The depth of deviation (38 in FIG. 3, 48 in FIG. 4, 58 in FIG. 5) will be in the ratio whereby the deviation depth divided by the width of the cob or mounting end relative to the radial plane will be in the range 0.03 to 0.5.

It will be appreciated that generally the deviation depth relative to width will be chosen to reduce maximum compressive axial stress differential across the disc bore in comparison with a disc bore with no deviation depth, that is to say flat or plain.

Generally, as indicated above, by altering the face surface of the cob or mounting end, adjustments in axial and hoop stresses can be made which on balance and net lead to an improvement in component life and/or a potential for higher rotational speeds.

Modifications and alterations to aspects of the invention described above will be appreciated by those skilled in the art.
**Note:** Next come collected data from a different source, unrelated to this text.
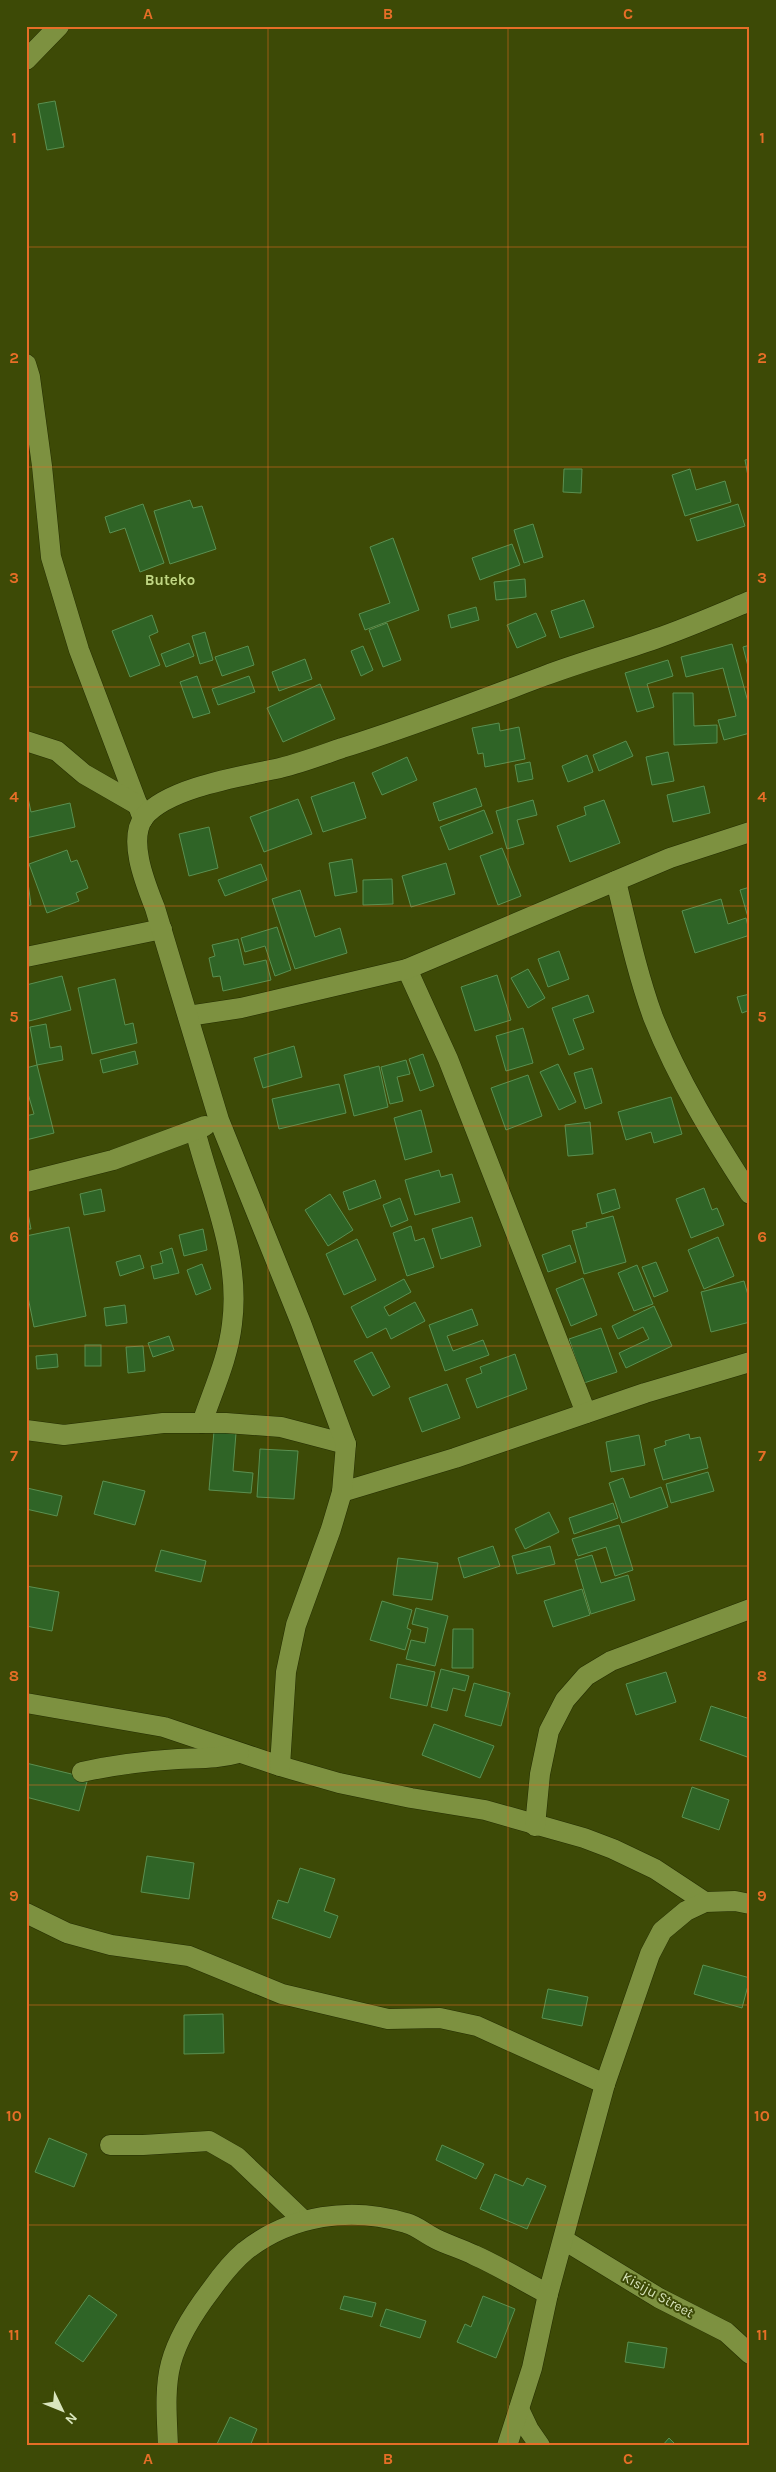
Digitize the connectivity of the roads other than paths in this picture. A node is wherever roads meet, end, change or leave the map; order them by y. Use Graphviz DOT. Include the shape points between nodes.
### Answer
graph roads {
  1 [pos="59,26"];
  2 [pos="26,60"];
  3 [pos="26,364"];
  4 [pos="750,601"];
  5 [pos="26,741"];
  6 [pos="140,812"];
  7 [pos="750,832"];
  8 [pos="616,880"];
  9 [pos="162,930"];
  10 [pos="26,957"];
  11 [pos="407,968"];
  12 [pos="188,1016"];
  13 [pos="220,1120"];
  14 [pos="194,1130"];
  15 [pos="26,1182"];
  16 [pos="750,1194"];
  17 [pos="750,1362"];
  18 [pos="586,1413"];
  19 [pos="202,1423"];
  20 [pos="26,1430"];
  21 [pos="346,1444"];
  22 [pos="342,1492"];
  23 [pos="750,1609"];
  24 [pos="26,1703"];
  25 [pos="239,1753"];
  26 [pos="280,1766"];
  27 [pos="82,1772"];
  28 [pos="535,1826"];
  29 [pos="705,1902"];
  30 [pos="750,1904"];
  31 [pos="26,1913"];
  32 [pos="605,2084"];
  33 [pos="110,2145"];
  34 [pos="303,2220"];
  35 [pos="564,2240"];
  36 [pos="548,2294"];
  37 [pos="750,2354"];
  38 [pos="519,2409"];
  39 [pos="168,2446"];
  40 [pos="507,2446"];
  41 [pos="540,2446"];
  1 -- 2 [label="street"];
  3 -- 6 [label="street" via="42,466 51,557 80,650"];
  4 -- 6 [label="street" via="657,638 546,675 422,722 282,767 232,777 175,796"];
  5 -- 6 [label="street" via="56,751"];
  6 -- 9 [label="street" via="138,848 142,876"];
  7 -- 8 [label="street" via="670,858"];
  8 -- 11 [label="street"];
  8 -- 16 [label="street" via="653,1016 680,1076 715,1140"];
  9 -- 10 [label="street"];
  9 -- 12 [label="street"];
  11 -- 12 [label="street" via="241,1008"];
  11 -- 18 [label="street" via="455,1077"];
  12 -- 13 [label="street"];
  13 -- 14 [label="street"];
  13 -- 21 [label="street"];
  14 -- 15 [label="street" via="113,1160"];
  14 -- 19 [label="street" via="224,1226 233,1322 221,1373"];
  17 -- 18 [label="street"];
  18 -- 22 [label="street"];
  19 -- 20 [label="street" via="163,1423 64,1435"];
  19 -- 21 [label="street" via="281,1427"];
  21 -- 22 [label="street"];
  22 -- 26 [label="street" via="296,1625 286,1672"];
  23 -- 28 [label="street" via="610,1661 586,1676 565,1700 549,1731 540,1774"];
  24 -- 25 [label="street" via="164,1727"];
  25 -- 26 [label="street"];
  25 -- 27 [label="street" via="224,1758 178,1759"];
  26 -- 28 [label="street" via="339,1783 485,1810"];
  28 -- 29 [label="street" via="613,1849 655,1869"];
  29 -- 30 [label="street" via="735,1900"];
  29 -- 32 [label="street" via="686,1910 662,1931 650,1954"];
  31 -- 32 [label="street" via="67,1933 111,1945 189,1956 282,1994 388,2019 440,2018 477,2026"];
  32 -- 35 [label="street"];
  33 -- 34 [label="street" via="209,2140 237,2157"];
  34 -- 36 [label="street" via="344,2214 408,2223"];
  34 -- 39 [label="street" via="273,2232 245,2251 228,2267 200,2305 171,2364 166,2405"];
  35 -- 36 [label="street"];
  35 -- 37 [label="street, Kisiju Street" via="659,2298 726,2332"];
  36 -- 38 [label="street" via="532,2368"];
  38 -- 40 [label="street"];
  38 -- 41 [label="street"];
}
Thus, as indicated, in order to achieve minimum hoop stress the maximum amount of metal should be presented towards the centre line or radial plane of the disc.

Whilst endeavouring in the foregoing specification to draw attention to those features of the invention believed to be of particular importance it should be understood that the Applicant claims protection in respect of any patentable feature or combination of features hereinbefore referred to and/or shown in the drawings whether or not particular emphasis has been placed thereon.

Claims

1. A disc for mounting rotating components, the disc characterised in that the bore end has an end face with deviation from a flat perpendicular aspect relative to radial plane.
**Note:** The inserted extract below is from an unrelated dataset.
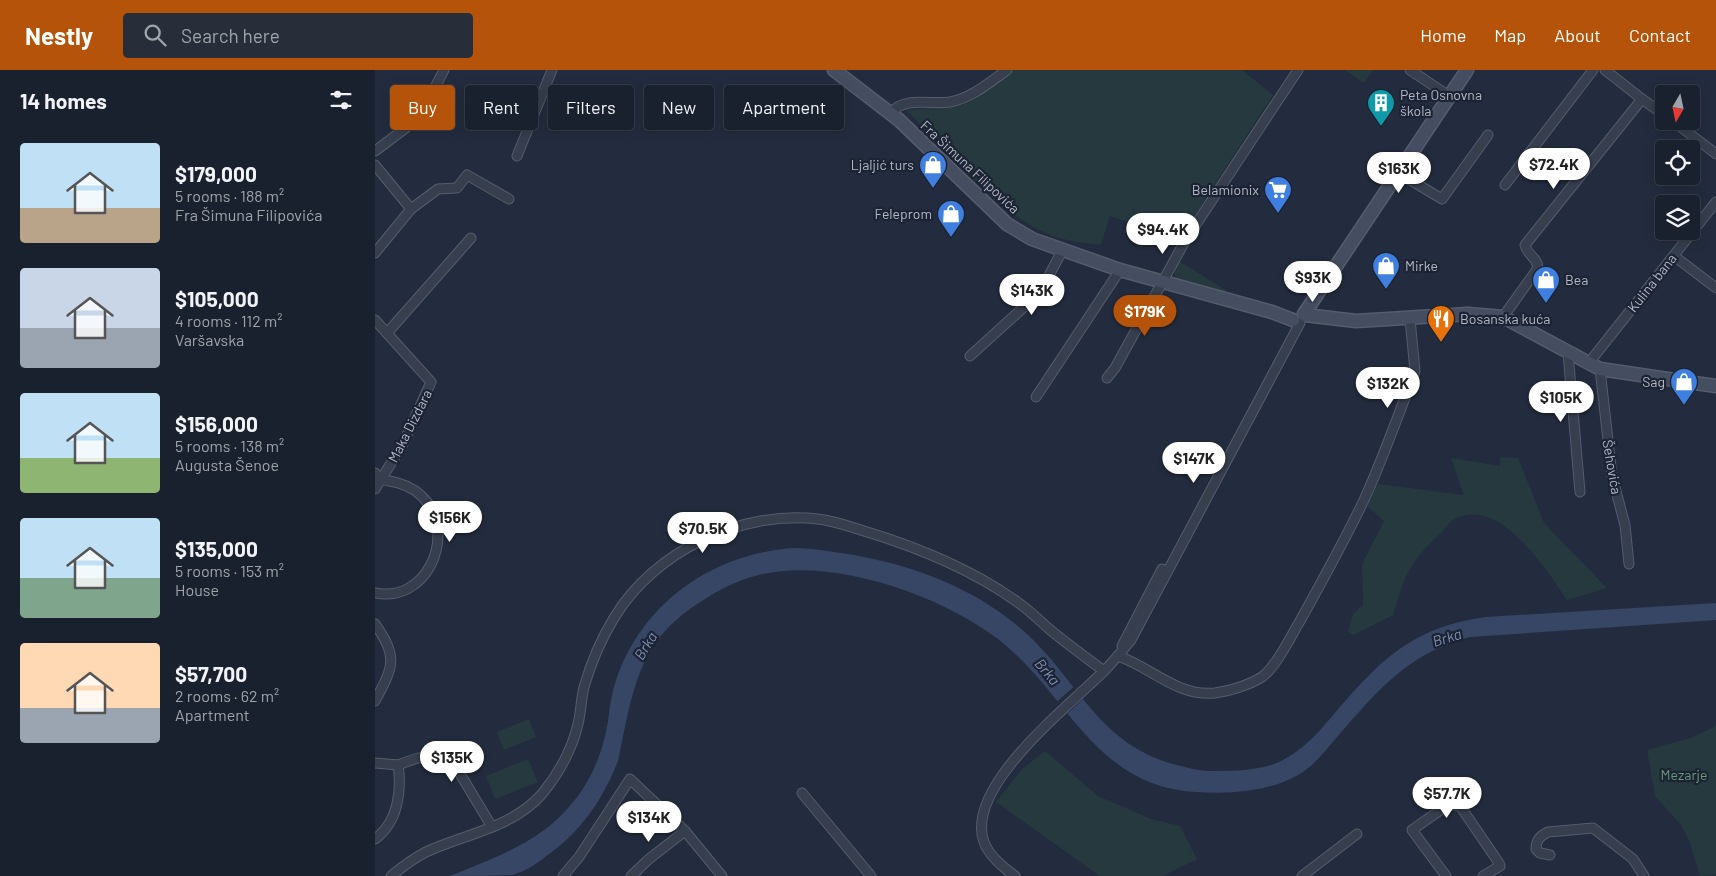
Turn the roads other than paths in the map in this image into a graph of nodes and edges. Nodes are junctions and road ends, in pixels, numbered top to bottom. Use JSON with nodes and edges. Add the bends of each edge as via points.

2. A disc as claimed in claim 1 wherein the deviation is a convex curve.

3. A disc as claimed in claim 2 wherein the convex curve has a consistent convex radius.

4. A disc as claimed in claim 2 wherein the convex radius has a maximum radius equivalent to half of the axial width of the disc across the radial plane.

5. A disc as claimed in claim 2 wherein the convex curve is a smooth curve.

6. A disc as claimed in claim 2 wherein the convex curve is conic.

7. A disc as claimed in claim 2 wherein the convex curve is semi circular.

8. A disc as claimed in claim 1 wherein the deviation comprises a trapezoidal shape for the bore end.

9. A disc as claimed in claim 8 wherein the trapezoidal shape has a side projection relative to the radial plane having an angle in the range 5-45°.

10. A disc as claimed in claim 1 wherein the deviation is triangular.

11. A disc as claimed in claim 10 wherein an apex for the triangular deviation is rounded.

12. A disc as claimed in claim 1 wherein the cob end has a stepped portion to achieve a desired weight distribution in the disc.

13. A disc as claimed in claim 1 wherein a ratio of the depth of the deviation divided by width of the mounting disc across from the flat perpendicular to the radial plane is in the range 0.03 to 0.5.

14. A disc as claimed in claim 1 wherein the shape and extent of deviation provided is subject to material and rotational speed determined to substantially provide zero compression axial stress differential across the mounting end.

15. A disc as claimed in claim 1 wherein the deviation is outward.